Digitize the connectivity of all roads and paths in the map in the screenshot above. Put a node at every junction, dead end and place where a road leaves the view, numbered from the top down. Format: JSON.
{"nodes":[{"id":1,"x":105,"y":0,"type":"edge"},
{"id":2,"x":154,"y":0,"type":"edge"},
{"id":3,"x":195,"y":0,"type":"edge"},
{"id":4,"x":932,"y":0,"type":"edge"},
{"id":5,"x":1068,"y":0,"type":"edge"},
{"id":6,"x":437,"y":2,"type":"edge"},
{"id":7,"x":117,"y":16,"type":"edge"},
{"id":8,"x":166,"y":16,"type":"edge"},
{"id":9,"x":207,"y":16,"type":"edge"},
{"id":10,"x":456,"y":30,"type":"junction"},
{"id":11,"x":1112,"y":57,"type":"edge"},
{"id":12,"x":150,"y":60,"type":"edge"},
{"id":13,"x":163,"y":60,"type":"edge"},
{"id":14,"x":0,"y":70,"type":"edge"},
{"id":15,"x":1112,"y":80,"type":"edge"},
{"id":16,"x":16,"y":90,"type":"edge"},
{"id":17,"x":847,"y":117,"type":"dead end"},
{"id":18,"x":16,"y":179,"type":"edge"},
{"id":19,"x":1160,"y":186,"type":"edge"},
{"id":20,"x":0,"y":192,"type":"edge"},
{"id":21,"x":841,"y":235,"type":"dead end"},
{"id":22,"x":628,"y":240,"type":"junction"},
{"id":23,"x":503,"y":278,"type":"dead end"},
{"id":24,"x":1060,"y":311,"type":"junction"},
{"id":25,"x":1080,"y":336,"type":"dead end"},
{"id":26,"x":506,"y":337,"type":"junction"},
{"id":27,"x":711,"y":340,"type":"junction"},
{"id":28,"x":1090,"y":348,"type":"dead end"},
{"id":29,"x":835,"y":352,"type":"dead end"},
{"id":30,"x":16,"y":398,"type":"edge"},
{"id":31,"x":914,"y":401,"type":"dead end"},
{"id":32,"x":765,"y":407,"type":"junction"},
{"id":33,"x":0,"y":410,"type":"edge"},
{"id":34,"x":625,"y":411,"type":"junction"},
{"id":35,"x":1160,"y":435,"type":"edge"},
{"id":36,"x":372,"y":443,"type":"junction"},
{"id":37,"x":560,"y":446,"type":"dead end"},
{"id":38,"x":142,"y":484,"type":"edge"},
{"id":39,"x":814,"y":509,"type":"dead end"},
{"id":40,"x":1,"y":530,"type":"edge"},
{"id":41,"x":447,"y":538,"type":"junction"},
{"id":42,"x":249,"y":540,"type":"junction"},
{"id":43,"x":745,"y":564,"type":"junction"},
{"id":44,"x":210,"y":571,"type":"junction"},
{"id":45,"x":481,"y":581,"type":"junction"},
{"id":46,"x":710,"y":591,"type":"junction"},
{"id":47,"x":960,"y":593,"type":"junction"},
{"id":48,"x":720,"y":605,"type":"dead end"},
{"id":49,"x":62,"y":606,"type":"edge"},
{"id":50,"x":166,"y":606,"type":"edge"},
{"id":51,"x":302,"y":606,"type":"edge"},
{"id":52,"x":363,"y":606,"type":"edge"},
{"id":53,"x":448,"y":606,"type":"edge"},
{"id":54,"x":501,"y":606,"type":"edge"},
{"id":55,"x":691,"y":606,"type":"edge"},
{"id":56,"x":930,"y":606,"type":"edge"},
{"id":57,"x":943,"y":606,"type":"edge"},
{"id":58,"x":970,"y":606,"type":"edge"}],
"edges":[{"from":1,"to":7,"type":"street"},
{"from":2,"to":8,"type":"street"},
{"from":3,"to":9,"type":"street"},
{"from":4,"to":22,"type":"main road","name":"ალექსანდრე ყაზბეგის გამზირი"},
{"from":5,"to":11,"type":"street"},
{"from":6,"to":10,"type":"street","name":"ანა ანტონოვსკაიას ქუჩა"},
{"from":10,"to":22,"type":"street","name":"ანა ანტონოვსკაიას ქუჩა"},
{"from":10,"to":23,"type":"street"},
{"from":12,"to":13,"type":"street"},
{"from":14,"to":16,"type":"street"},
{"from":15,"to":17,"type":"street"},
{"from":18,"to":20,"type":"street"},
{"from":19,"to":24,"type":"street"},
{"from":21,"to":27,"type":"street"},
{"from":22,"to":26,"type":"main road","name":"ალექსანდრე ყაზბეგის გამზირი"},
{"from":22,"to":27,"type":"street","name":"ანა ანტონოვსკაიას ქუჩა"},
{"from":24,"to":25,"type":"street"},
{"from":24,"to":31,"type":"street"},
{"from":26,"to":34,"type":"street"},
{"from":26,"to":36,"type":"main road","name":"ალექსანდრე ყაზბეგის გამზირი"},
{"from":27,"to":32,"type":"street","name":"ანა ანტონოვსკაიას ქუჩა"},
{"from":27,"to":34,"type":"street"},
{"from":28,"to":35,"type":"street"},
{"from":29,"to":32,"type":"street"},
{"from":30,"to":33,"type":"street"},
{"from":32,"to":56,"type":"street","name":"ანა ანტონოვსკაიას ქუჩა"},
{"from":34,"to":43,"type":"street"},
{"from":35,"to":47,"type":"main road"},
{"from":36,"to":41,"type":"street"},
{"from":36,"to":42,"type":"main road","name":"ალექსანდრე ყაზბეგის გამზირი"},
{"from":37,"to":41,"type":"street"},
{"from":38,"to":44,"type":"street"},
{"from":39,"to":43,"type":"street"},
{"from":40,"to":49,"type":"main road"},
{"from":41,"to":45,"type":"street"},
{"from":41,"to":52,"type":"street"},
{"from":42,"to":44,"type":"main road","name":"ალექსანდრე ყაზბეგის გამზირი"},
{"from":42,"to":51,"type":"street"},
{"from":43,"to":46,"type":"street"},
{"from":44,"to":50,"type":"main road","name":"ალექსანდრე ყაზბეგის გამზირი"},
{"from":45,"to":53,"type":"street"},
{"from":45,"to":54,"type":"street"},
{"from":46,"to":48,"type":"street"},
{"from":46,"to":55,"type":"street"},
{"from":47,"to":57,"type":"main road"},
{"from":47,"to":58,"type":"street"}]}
_ _ _
WHAT TO DO. Every line of the records above where the string "ქუჩა" is found should be copied.

SOLUTION TO THE EXERCISE.
{"from":6,"to":10,"type":"street","name":"ანა ანტონოვსკაიას ქუჩა"},
{"from":10,"to":22,"type":"street","name":"ანა ანტონოვსკაიას ქუჩა"},
{"from":22,"to":27,"type":"street","name":"ანა ანტონოვსკაიას ქუჩა"},
{"from":27,"to":32,"type":"street","name":"ანა ანტონოვსკაიას ქუჩა"},
{"from":32,"to":56,"type":"street","name":"ანა ანტონოვსკაიას ქუჩა"},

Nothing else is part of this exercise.